### THE PROBLEM
Among the lines below, copy exactly those from the one with "thumb tip: (257, 186)" through the one with "thumb cmc: (259, 144)", counting both ends.

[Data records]
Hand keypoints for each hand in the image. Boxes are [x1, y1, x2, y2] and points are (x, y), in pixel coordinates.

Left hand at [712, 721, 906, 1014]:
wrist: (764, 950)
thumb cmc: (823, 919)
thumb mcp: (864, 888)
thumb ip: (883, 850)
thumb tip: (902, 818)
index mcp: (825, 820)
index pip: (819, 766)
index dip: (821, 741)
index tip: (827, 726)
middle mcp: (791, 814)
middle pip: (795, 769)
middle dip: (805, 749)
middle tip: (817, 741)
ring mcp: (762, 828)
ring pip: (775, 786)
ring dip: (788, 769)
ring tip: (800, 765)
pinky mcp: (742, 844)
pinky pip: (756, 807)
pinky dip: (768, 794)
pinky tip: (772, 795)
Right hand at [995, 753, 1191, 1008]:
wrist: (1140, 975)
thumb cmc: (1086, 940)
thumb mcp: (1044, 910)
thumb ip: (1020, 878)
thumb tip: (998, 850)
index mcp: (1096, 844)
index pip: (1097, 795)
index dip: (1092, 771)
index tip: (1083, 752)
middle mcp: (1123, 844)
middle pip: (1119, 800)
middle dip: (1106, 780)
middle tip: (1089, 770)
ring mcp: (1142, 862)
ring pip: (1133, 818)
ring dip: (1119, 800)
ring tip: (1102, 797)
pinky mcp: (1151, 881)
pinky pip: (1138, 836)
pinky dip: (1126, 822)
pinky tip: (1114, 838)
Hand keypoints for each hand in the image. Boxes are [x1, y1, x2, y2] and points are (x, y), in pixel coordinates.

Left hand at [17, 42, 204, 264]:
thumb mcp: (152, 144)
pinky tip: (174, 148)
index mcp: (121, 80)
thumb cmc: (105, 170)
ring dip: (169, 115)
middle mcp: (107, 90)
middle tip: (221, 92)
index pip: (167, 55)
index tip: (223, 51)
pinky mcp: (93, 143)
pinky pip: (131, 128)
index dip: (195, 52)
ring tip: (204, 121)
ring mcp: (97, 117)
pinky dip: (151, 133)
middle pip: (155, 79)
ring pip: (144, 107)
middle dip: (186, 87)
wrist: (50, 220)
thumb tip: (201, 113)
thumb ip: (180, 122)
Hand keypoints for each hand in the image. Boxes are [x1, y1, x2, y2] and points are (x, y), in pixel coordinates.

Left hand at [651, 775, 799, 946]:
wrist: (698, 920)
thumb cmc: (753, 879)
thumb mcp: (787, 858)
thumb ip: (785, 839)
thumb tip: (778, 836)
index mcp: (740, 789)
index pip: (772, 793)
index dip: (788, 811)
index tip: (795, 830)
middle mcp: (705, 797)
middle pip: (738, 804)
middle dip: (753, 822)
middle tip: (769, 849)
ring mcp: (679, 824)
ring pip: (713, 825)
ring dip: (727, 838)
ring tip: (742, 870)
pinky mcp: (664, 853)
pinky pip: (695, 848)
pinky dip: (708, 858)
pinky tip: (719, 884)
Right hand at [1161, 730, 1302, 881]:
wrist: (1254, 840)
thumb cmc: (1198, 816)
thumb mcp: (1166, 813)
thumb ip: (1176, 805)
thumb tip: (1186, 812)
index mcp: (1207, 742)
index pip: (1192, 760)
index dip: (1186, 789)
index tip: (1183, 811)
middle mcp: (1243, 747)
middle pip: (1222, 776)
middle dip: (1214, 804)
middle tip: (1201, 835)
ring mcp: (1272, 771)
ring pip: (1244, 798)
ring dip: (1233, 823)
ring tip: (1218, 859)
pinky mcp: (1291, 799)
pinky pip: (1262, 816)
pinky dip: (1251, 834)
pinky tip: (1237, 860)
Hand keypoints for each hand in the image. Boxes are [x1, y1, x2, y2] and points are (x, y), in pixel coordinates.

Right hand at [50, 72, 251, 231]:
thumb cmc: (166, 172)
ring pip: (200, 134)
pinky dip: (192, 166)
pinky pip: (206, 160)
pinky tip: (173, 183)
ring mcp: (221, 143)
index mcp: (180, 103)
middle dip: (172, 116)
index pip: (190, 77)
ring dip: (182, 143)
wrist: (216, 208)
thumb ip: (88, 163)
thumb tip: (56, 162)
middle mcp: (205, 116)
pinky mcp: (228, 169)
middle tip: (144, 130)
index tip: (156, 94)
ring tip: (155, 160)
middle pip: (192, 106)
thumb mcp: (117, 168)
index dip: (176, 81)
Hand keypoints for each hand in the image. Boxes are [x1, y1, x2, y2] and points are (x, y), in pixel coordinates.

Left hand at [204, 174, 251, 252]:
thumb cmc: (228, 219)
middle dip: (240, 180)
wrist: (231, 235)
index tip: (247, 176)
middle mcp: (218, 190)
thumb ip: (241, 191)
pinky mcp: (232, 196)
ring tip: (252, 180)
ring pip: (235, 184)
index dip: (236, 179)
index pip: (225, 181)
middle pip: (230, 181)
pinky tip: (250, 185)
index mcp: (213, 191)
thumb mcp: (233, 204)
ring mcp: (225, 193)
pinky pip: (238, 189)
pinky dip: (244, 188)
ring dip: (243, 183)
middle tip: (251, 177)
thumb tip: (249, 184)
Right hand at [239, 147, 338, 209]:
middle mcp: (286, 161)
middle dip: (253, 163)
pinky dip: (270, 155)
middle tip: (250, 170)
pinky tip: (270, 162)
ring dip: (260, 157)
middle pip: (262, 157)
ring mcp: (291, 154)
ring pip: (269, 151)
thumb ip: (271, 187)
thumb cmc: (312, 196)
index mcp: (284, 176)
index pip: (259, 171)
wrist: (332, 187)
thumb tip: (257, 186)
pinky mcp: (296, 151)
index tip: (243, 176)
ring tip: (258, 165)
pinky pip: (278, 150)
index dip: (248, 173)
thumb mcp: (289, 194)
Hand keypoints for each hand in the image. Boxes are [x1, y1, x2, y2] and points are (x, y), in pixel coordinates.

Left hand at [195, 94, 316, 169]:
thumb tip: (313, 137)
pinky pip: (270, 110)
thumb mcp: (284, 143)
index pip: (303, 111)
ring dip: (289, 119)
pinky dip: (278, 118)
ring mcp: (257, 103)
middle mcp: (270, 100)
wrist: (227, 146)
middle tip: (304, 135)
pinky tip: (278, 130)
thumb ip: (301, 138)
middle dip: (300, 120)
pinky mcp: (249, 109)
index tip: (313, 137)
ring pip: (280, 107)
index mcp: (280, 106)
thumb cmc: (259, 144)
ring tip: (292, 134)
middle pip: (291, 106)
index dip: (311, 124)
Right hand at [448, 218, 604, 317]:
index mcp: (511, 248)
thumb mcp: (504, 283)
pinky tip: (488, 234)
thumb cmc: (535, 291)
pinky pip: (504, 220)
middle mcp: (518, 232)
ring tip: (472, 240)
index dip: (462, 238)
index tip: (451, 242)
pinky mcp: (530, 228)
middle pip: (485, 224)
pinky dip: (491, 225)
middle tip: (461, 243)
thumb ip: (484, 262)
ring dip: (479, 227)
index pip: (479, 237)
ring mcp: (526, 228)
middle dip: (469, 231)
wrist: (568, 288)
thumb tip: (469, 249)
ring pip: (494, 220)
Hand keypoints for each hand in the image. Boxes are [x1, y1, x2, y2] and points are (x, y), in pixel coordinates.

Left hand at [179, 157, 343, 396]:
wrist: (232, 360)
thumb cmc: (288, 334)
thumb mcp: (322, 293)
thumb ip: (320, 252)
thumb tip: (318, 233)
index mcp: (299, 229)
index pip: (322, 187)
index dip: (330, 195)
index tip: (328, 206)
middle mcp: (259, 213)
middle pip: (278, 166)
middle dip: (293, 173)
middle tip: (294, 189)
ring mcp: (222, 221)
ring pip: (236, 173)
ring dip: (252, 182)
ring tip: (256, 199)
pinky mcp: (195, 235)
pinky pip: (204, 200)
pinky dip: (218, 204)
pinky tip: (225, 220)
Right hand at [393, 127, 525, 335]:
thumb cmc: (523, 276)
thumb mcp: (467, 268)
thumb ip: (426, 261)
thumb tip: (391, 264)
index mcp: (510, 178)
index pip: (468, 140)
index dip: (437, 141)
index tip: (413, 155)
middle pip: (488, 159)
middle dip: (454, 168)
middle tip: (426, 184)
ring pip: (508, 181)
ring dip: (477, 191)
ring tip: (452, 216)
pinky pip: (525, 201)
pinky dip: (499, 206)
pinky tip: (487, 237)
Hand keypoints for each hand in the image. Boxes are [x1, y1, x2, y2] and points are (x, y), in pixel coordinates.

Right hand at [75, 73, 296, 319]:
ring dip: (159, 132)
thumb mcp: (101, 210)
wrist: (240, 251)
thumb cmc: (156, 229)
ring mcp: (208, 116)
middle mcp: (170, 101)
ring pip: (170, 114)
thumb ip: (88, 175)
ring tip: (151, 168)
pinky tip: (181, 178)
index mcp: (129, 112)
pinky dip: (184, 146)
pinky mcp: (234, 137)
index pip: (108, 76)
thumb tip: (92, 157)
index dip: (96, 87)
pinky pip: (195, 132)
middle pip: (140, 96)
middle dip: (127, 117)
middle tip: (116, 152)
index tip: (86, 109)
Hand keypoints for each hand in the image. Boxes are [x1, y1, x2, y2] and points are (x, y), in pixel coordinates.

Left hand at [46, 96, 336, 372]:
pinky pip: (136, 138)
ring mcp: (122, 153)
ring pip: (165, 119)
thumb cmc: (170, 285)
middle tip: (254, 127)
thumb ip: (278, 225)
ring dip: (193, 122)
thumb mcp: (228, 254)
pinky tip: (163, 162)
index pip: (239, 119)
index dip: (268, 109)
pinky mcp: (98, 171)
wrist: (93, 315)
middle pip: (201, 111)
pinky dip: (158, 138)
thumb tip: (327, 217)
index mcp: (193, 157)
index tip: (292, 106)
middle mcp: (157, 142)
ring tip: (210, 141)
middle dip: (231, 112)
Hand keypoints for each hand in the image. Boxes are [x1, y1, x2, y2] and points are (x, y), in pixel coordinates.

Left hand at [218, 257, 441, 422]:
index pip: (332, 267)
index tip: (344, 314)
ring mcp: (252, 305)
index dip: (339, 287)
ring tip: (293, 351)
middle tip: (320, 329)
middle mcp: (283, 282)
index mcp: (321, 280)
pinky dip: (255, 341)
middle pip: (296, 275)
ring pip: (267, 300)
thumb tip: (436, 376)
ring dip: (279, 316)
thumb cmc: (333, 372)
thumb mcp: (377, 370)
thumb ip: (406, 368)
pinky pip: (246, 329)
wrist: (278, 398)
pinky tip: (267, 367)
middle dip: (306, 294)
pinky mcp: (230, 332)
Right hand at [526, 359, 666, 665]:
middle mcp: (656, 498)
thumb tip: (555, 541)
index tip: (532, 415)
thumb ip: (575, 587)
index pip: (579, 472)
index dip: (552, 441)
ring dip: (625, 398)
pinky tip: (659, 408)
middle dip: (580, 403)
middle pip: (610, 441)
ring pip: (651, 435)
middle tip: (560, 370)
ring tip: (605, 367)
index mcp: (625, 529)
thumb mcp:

### RESULT OF THIS EXERCISE
thumb tip: (257, 186)
pinky mcp: (296, 151)
index tip: (243, 176)
ring tip: (258, 165)
pinky pip: (278, 150)
index dip: (248, 173)
thumb mcp: (289, 194)
Hand keypoints for each hand in the image. Boxes are [x1, y1, x2, y2] and points are (x, y), in pixel coordinates.

Left hand at [195, 94, 316, 169]:
thumb tip: (313, 137)
pinky pip: (270, 110)
thumb mcp: (284, 143)
index pip: (303, 111)
ring dip: (289, 119)
pinky dip: (278, 118)
ring mcp: (257, 103)
middle mcp: (270, 100)
wrist: (227, 146)
middle tip: (304, 135)
pinky tip: (278, 130)
thumb ip: (301, 138)
middle dip: (300, 120)
pinky mcp: (249, 109)
index tip: (313, 137)
ring pip: (280, 107)
index mcp: (280, 106)
thumb cmc: (259, 144)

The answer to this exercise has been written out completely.